O Simples Nacional Acaba com a Reforma Tributária?
Não. O Simples Nacional foi preservado pela Emenda Constitucional 132/2023. As empresas optantes continuarão recolhendo tributos pela guia DAS unificada.
Porém, a forma como o CBS e o IBS serão incorporados ao DAS ainda está sendo regulamentada. Uma das discussões é se as empresas do Simples poderão gerar créditos fiscais para seus clientes no novo sistema — o que pode tornar o Simples menos atrativo para empresas B2B (que vendem para outras empresas).
Ponto crítico para empresas do Simples: Se você vende majoritariamente para outras empresas (B2B), seu cliente poderá preferir comprar de fornecedores do Lucro Presumido ou Real, pois terá mais créditos fiscais a aproveitar. Isso pode exigir uma revisão do enquadramento tributário.
Como sua Empresa Deve se Preparar Agora
Embora o novo sistema só esteja completamente em vigor em 2033, as empresas que começarem a se preparar agora terão vantagem competitiva significativa. Veja o checklist de preparação:
- Fazer uma análise do regime tributário atual — o Simples Nacional pode não ser mais a melhor opção a partir de 2026, especialmente para empresas de serviços B2B.
- Revisar precificação — se sua carga tributária vai aumentar, os preços precisam ser ajustados. Calcule o impacto agora para se preparar.
- Modernizar o ERP e sistemas fiscais — os sistemas de emissão de notas e apuração de impostos precisarão ser atualizados para suportar o novo modelo.
- Atenção aos contratos de longo prazo — contratos com preços fixos assinados hoje podem se tornar deficitários se a carga tributária aumentar.
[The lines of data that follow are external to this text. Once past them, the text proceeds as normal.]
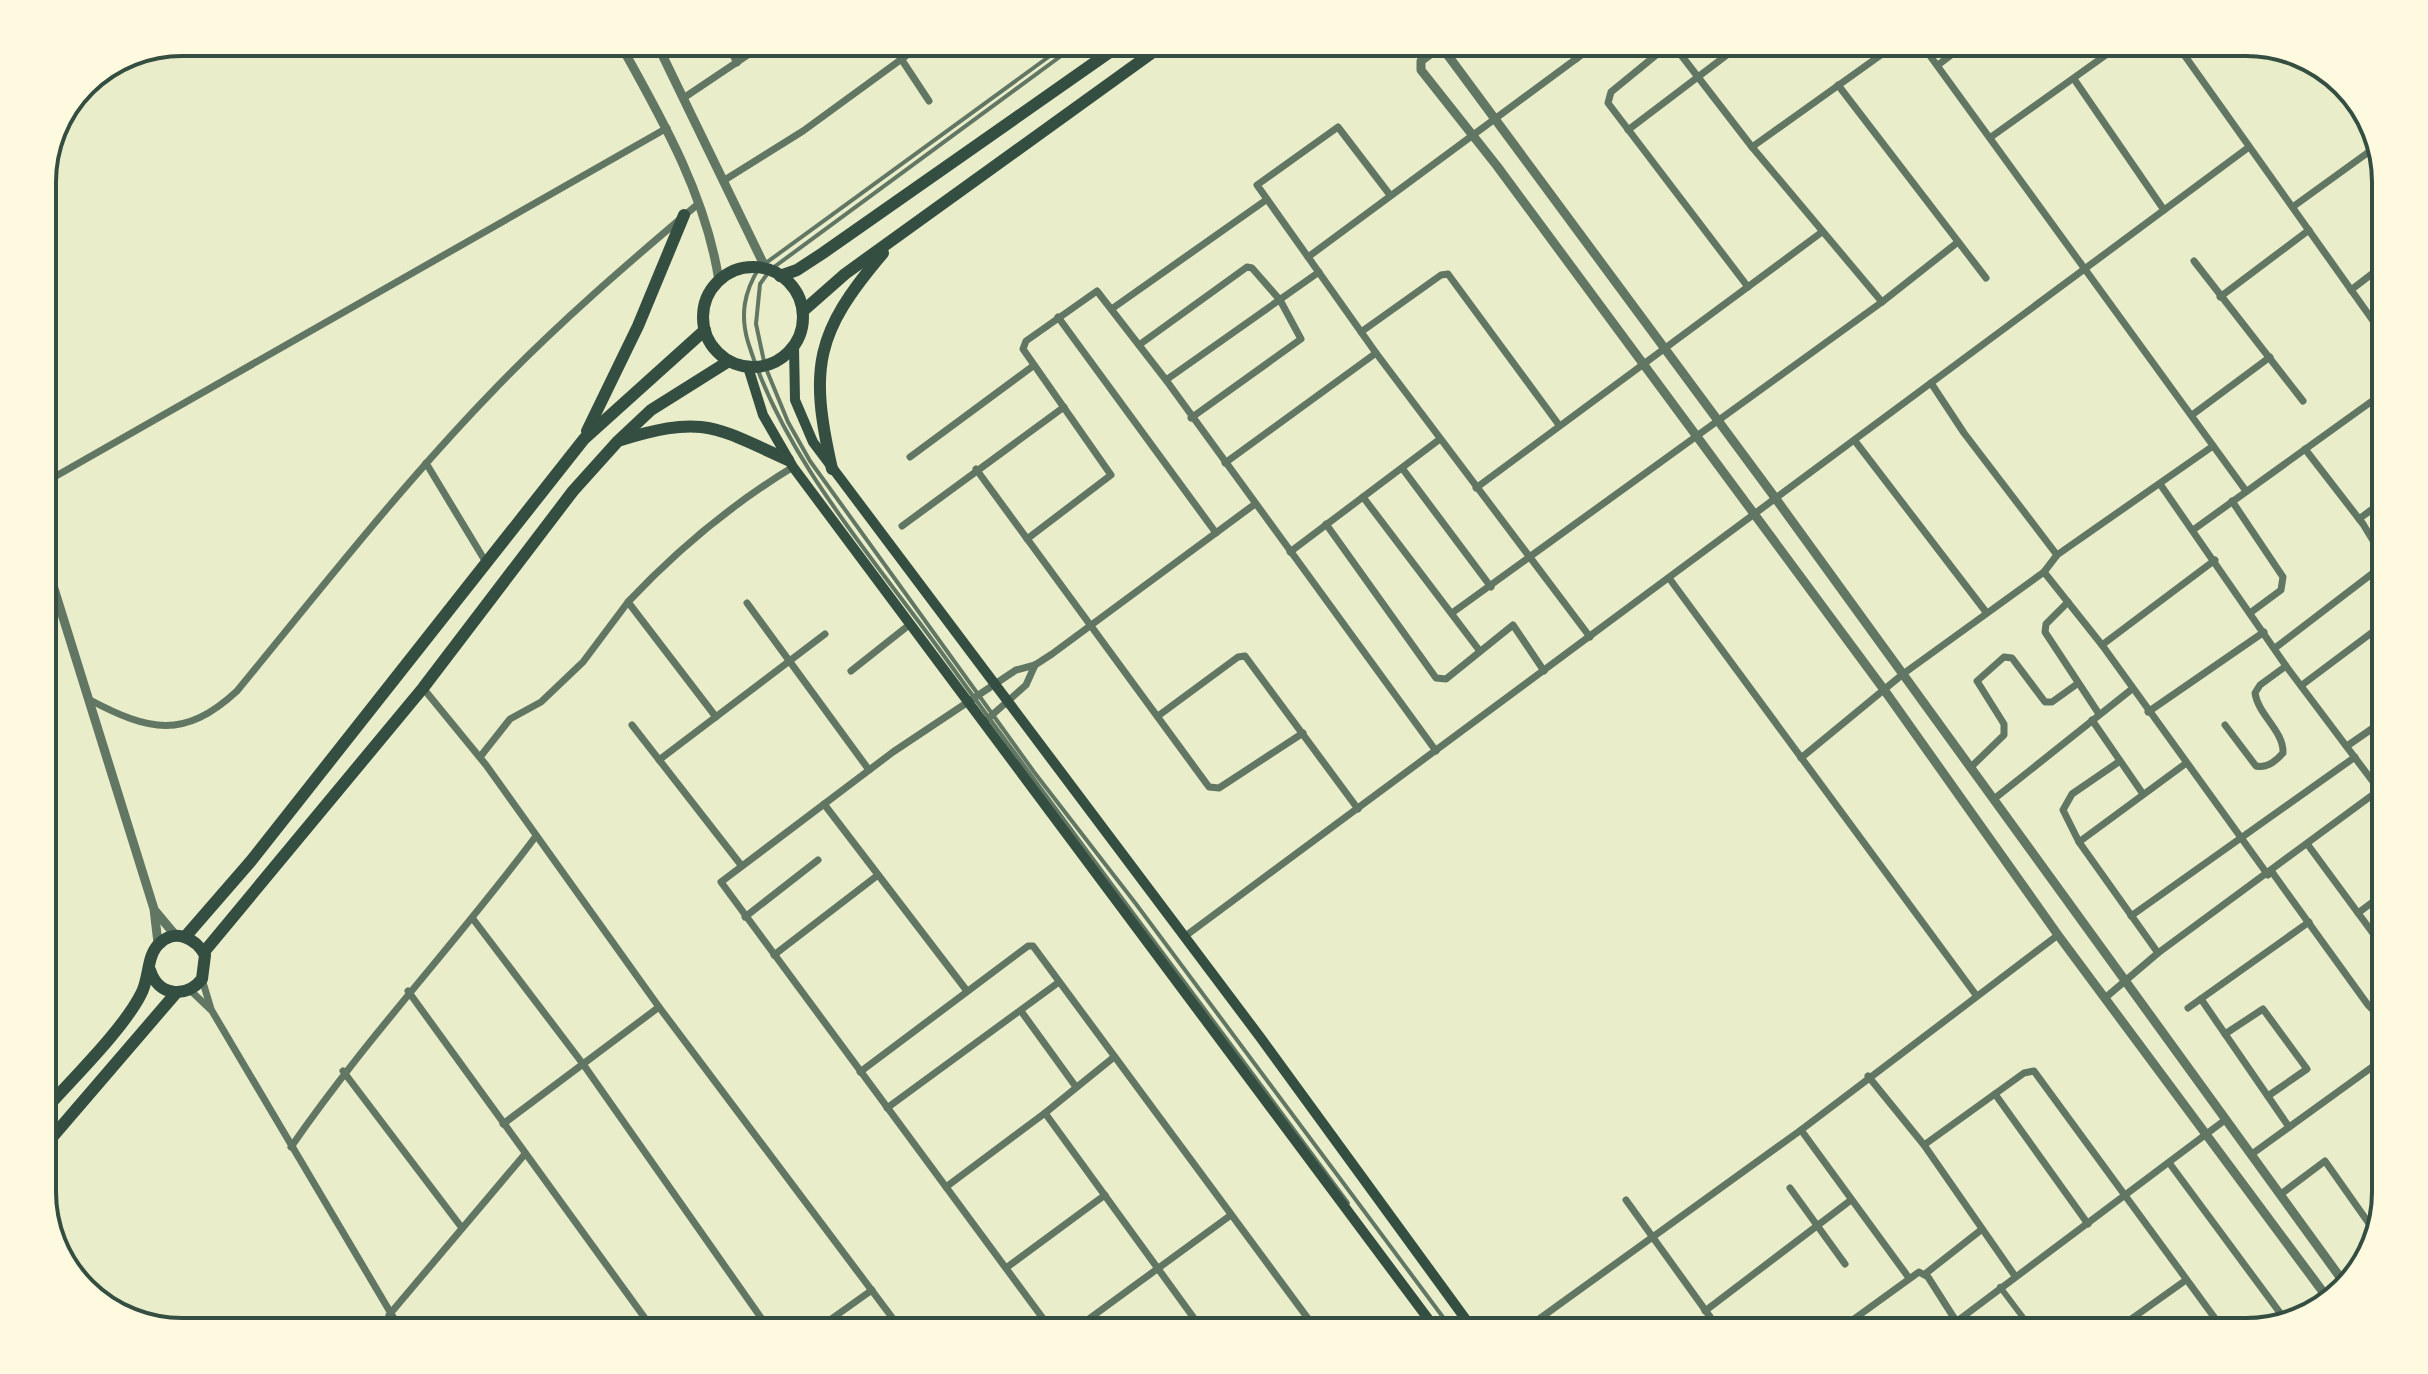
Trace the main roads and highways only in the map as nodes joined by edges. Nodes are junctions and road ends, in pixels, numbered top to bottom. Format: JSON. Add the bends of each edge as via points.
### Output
{"nodes":[{"id":1,"x":1104,"y":56,"type":"edge"},
{"id":2,"x":1148,"y":56,"type":"edge"},
{"id":3,"x":684,"y":215,"type":"road end"},
{"id":4,"x":893,"y":241,"type":"junction"},
{"id":5,"x":768,"y":269,"type":"junction"},
{"id":6,"x":803,"y":311,"type":"junction"},
{"id":7,"x":705,"y":330,"type":"junction"},
{"id":8,"x":794,"y":347,"type":"junction"},
{"id":9,"x":729,"y":361,"type":"junction"},
{"id":10,"x":757,"y":367,"type":"junction"},
{"id":11,"x":584,"y":439,"type":"junction"},
{"id":12,"x":618,"y":441,"type":"junction"},
{"id":13,"x":791,"y":464,"type":"junction"},
{"id":14,"x":832,"y":469,"type":"junction"},
{"id":15,"x":180,"y":936,"type":"junction"},
{"id":16,"x":204,"y":952,"type":"junction"},
{"id":17,"x":150,"y":970,"type":"junction"},
{"id":18,"x":176,"y":993,"type":"junction"},
{"id":19,"x":56,"y":1097,"type":"edge"},
{"id":20,"x":56,"y":1133,"type":"edge"},
{"id":21,"x":1430,"y":1318,"type":"edge"},
{"id":22,"x":1465,"y":1318,"type":"edge"}],
"edges":[{"from":1,"to":5,"type":"highway","via":[[797,270]]},
{"from":2,"to":4,"type":"highway"},
{"from":3,"to":11,"type":"highway"},
{"from":4,"to":6,"type":"highway"},
{"from":4,"to":14,"type":"highway","via":[[844,301],[824,345],[818,394]]},
{"from":5,"to":6,"type":"highway","via":[[793,287]]},
{"from":5,"to":7,"type":"highway","via":[[731,273],[719,281],[705,303]]},
{"from":6,"to":8,"type":"highway"},
{"from":7,"to":9,"type":"highway"},
{"from":7,"to":11,"type":"highway"},
{"from":8,"to":10,"type":"highway"},
{"from":8,"to":14,"type":"main road","via":[[799,414]]},
{"from":9,"to":10,"type":"highway"},
{"from":9,"to":12,"type":"highway","via":[[651,410]]},
{"from":10,"to":13,"type":"main road","via":[[763,415]]},
{"from":11,"to":15,"type":"highway","via":[[251,861]]},
{"from":12,"to":13,"type":"highway","via":[[673,425],[705,426]]},
{"from":12,"to":16,"type":"highway"},
{"from":13,"to":21,"type":"main road","via":[[909,625],[973,698]]},
{"from":14,"to":22,"type":"main road"},
{"from":15,"to":16,"type":"highway"},
{"from":15,"to":17,"type":"highway","via":[[158,943]]},
{"from":16,"to":18,"type":"highway","via":[[202,979]]},
{"from":17,"to":18,"type":"highway","via":[[159,986]]},
{"from":17,"to":19,"type":"highway","via":[[141,996]]},
{"from":18,"to":20,"type":"highway"}]}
Incluir cláusulas de reajuste fiscal.
- Treinamento da equipe financeira — contadores, analistas e gestores precisam entender o novo sistema para não cometer erros.
- Aproveitar créditos do sistema antigo — ainda em 2025, existem oportunidades de recuperar créditos de PIS/COFINS pagos a mais nos últimos 5 anos.